Accessibility implemented by society says: “here’s our solution to your problems.” Thing is, while accessibility solves one problem, it creates another.
Have you ever noticed that some people that society categorizes/labels “disabled” get SO consumed about the “problems” (or differences) in their life that it shapes their identity? (a bit of a controversial claim, but I’ve observed it over the years; feel free to comment below if you disagree.)
Kare Anderson wrote a great piece for the Harvard Business Review blog, titled “What Captures Your Attention Controls Your Life,” in which she makes this point:
Whatever we focus upon actually wires our neurons. For example, pessimistic people see setbacks and unhappy events as Personal (It’s worst for me), Pervasive (Everything is now worse) and Permanent (It will always be this way) according to Learned Optimism author Marty Seligman. Yet, with practice, he found that we can learn to focus more attention on the positive possibilities in situations to craft a redemptive narrative of our life story. Consciously changing what you pay attention to can rewire your brain from a negative orientation to a positive one.

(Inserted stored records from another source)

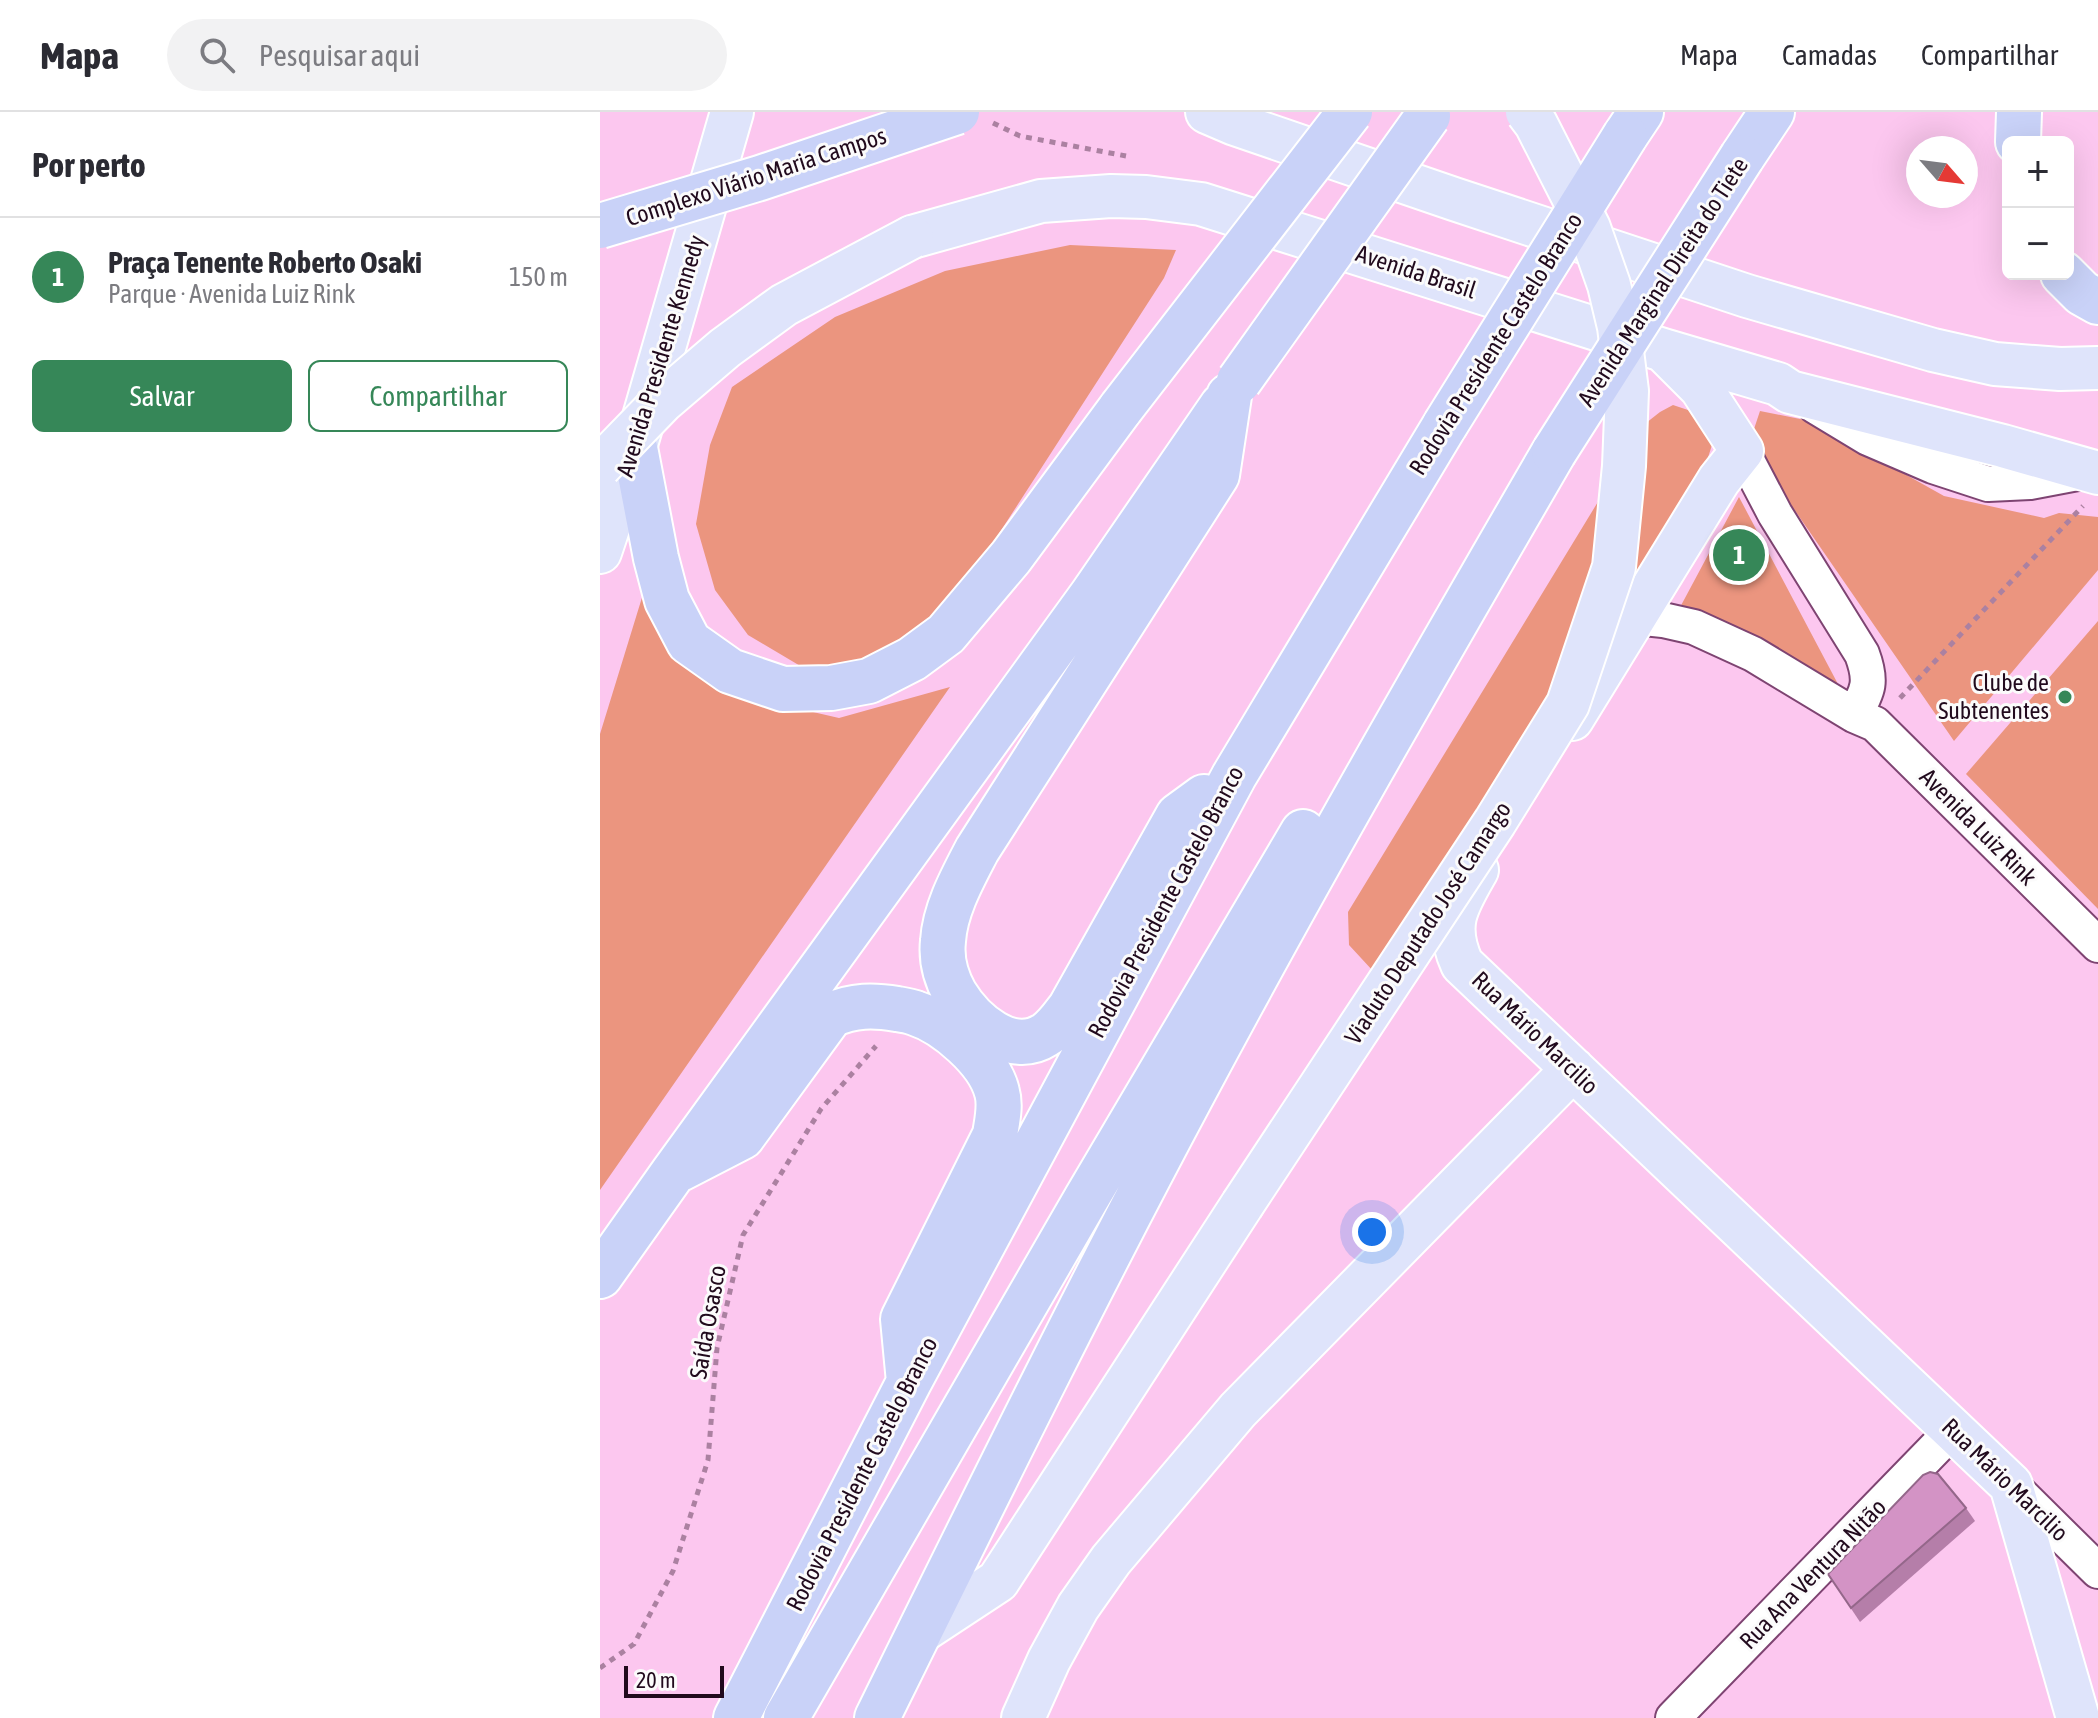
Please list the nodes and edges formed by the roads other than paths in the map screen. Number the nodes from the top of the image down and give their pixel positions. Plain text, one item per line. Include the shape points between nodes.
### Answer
1 (732, 112) edge
2 (1207, 112) edge
3 (1350, 112) edge
4 (1527, 112) edge
5 (1772, 112) edge
6 (2019, 112) edge
7 (1429, 114) edge
8 (970, 115) edge
9 (1633, 124) edge
10 (2018, 136) edge
11 (600, 226) edge
12 (2069, 280) edge
13 (2098, 302) edge
14 (1663, 350) junction
15 (2098, 368) edge
16 (1234, 389) junction
17 (1742, 451) junction
18 (617, 457) edge
19 (2092, 482) edge
20 (600, 552) edge
21 (1635, 617) junction
22 (1864, 720) junction
23 (1370, 770) junction
24 (1234, 776) junction
25 (2098, 945) edge
26 (1573, 1069) junction
27 (673, 1173) junction
28 (600, 1276) edge
29 (909, 1382) junction
30 (1953, 1430) junction
31 (2011, 1485) junction
32 (2098, 1571) edge
33 (919, 1633) junction
34 (2098, 1679) edge
35 (736, 1718) edge
36 (786, 1718) edge
37 (877, 1718) edge
38 (1023, 1718) edge
39 (1673, 1718) edge
40 (2078, 1718) edge
41 (2091, 1718) edge

1 - 18 main road, Avenida Presidente Kennedy
2 - 15 main road via 1830,321 1970,360
3 - 18 highway, bridge via 1011,557 946,634 869,681 783,689 730,671 689,642 667,600
4 - 33 main road, Viaduto Deputado José Camargo, bridge via 1589,228 1619,327 1627,391 1614,567 1568,704 998,1581
5 - 23 highway, Avenida Marginal Direita do Tiete, bridge via 1554,452
6 - 10 highway
7 - 16 highway, bridge
8 - 11 highway, Complexo Viário Maria Campos, bridge
9 - 24 highway, Rodovia Presidente Castelo Branco, bridge
12 - 13 highway
14 - 17 main road via 1701,388
14 - 18 main road, Avenida Brasil, bridge via 1201,204 1134,196 1041,201 912,237 784,305 663,401
14 - 19 main road, Avenida Brasil via 1790,392 1988,442
16 - 24 highway via 1217,475 977,850 954,899 943,940 944,967 954,992 979,1024 1018,1042 1045,1035 1058,1023 1178,816
16 - 27 highway via 1092,595
17 - 21 main road, Rua Mário Marcilio
17 - 22 street via 1862,654 1869,673
18 - 20 main road, Avenida Presidente Kennedy
21 - 22 street, Avenida Luiz Rink via 1694,627 1753,654
21 - 26 main road, Rua Mário Marcilio via 1461,898 1454,923 1462,964
22 - 25 street, Avenida Luiz Rink
23 - 33 highway, Avenida Marginal Direita do Tiete via 1081,1305
23 - 36 highway via 1315,811
24 - 29 highway, Rodovia Presidente Castelo Branco
26 - 30 main road, Rua Mário Marcilio
26 - 38 main road via 1238,1410 1120,1549 1078,1607
27 - 28 highway
27 - 29 highway via 742,1137 831,1015 847,1008 870,1005 916,1013 974,1053 998,1093 995,1135 903,1319
29 - 35 highway, Rodovia Presidente Castelo Branco
30 - 31 main road, Rua Mário Marcilio
30 - 39 street, Rua Ana Ventura Nitão
31 - 32 street, Rua Mário Marcilio
31 - 40 main road
33 - 37 highway, Avenida Marginal Direita do Tiete
34 - 41 main road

People with disabilities are frequently concerned with accessibility, whether related to issues at home or issues in the community. The concern, more often than not, stems from the lack of widespread access rather than what is mandated by law. In other words, there is concern about accessibility because it isn’t available everywhere. Furthermore, when it is available, it’s not always ideal (due to safety, convenience, etc).
If accessibility is a concern that continues throughout the life of someone who needs it, that concern will, as Kare puts it, wire neurons to always pay attention to it. If that concern evolves into frustration, it can be consuming. If related concerns are minimized because that “handicapped” symbol is everywhere, the neurons in one’s brain will begin to identify that “I’m different so I’m supposed to use the handicapped stuff.”
Whether [disability-specific] accessibility is implemented well, implemented poorly, or non-existant, it creates a mental shift of disassociation with the “normal” segment of society.
This is where universal design changes the game. If accessibility was a natural characteristic of the design of all sorts of places, products, and programs, the focus on differences would fade away. Universal design doesn’t offer alternative ways of access/use/participation, but builds in provision for different definitions of “normal” from the beginning. It just makes sense.
The trick is finding a way to get people who don’t have an immediate need for either to care.